Task description ▸
If a line in the entries contains the string "data", include that line in your answer.

Saved entries

----------------

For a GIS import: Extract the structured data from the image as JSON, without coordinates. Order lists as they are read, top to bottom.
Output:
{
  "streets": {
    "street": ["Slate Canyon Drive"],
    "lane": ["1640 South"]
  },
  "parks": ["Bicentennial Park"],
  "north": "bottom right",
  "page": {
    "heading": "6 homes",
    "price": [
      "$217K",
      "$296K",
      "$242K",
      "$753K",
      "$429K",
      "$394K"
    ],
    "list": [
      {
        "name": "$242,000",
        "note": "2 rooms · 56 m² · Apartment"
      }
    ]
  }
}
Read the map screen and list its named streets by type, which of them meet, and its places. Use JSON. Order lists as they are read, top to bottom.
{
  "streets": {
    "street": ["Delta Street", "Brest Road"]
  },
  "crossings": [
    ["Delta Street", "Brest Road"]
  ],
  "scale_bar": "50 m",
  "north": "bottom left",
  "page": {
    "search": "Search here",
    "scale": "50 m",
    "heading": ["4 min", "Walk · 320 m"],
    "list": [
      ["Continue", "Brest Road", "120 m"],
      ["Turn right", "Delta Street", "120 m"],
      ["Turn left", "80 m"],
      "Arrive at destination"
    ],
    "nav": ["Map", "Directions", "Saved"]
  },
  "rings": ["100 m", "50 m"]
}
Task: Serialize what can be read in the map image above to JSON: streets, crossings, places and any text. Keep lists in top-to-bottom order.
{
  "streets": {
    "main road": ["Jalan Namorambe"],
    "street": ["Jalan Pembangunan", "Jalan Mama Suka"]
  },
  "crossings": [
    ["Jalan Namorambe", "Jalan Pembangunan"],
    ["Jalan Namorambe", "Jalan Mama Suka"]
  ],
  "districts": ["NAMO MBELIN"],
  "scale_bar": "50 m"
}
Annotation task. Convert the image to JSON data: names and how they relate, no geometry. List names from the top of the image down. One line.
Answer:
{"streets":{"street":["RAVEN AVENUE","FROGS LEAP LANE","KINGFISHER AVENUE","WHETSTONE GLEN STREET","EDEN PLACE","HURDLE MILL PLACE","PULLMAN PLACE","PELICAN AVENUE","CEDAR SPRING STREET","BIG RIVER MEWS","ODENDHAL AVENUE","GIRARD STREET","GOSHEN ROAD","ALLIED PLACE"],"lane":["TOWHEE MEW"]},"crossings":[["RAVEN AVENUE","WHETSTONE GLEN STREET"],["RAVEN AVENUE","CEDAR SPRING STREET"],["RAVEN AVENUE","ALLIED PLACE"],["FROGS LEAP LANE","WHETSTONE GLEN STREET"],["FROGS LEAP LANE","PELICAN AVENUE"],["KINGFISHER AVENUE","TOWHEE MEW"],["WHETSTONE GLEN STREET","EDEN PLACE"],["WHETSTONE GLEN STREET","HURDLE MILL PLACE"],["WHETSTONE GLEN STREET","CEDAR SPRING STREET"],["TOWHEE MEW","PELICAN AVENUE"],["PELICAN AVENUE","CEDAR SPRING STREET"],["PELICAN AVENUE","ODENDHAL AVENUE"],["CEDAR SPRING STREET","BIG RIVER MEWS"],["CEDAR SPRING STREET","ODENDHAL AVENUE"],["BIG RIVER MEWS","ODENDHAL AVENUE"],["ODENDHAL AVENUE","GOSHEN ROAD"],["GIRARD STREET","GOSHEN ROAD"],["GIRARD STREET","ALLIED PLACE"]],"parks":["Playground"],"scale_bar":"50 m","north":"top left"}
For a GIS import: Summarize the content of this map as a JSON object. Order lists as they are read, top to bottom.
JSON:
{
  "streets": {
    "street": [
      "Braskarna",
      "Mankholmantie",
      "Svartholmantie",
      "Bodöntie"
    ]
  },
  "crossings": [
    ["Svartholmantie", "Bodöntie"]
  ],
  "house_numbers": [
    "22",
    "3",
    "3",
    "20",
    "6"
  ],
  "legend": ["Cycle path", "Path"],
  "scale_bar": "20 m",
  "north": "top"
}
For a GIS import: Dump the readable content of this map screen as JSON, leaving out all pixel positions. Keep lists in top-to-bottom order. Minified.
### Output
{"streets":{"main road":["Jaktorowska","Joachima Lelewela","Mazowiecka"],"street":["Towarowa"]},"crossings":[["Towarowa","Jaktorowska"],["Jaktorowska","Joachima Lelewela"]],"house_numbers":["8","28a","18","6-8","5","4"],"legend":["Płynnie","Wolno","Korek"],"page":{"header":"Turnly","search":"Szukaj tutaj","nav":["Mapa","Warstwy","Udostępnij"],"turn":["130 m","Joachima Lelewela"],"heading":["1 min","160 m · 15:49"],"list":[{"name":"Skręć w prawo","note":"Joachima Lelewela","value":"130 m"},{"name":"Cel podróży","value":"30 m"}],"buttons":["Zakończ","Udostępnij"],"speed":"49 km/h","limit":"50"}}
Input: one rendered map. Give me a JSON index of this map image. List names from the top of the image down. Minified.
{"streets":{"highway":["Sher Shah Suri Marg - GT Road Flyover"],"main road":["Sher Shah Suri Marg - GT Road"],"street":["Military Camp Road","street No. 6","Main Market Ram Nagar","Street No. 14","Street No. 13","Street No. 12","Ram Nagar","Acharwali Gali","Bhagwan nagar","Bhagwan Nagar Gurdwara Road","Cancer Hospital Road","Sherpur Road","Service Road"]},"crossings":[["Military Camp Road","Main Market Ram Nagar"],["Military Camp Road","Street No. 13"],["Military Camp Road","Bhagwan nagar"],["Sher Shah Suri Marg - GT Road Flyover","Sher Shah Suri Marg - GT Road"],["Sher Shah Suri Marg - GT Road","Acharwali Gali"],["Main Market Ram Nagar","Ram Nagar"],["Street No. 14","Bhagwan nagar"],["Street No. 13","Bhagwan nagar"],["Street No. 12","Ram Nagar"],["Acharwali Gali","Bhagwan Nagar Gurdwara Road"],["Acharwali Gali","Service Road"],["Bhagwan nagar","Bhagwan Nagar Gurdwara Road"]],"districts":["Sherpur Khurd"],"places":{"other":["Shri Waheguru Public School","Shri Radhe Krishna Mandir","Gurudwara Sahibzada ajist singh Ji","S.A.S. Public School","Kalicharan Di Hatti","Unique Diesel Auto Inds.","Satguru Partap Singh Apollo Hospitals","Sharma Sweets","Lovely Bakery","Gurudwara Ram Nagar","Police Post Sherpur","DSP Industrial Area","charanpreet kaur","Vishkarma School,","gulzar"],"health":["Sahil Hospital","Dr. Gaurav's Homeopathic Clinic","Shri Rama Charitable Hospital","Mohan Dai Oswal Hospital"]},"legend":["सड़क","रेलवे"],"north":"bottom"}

----------------

Output ▸
For a GIS import: Extract the structured data from the image as JSON, without coordinates. Order lists as they are read, top to bottom.
Annotation task. Convert the image to JSON data: names and how they relate, no geometry. List names from the top of the image down. One line.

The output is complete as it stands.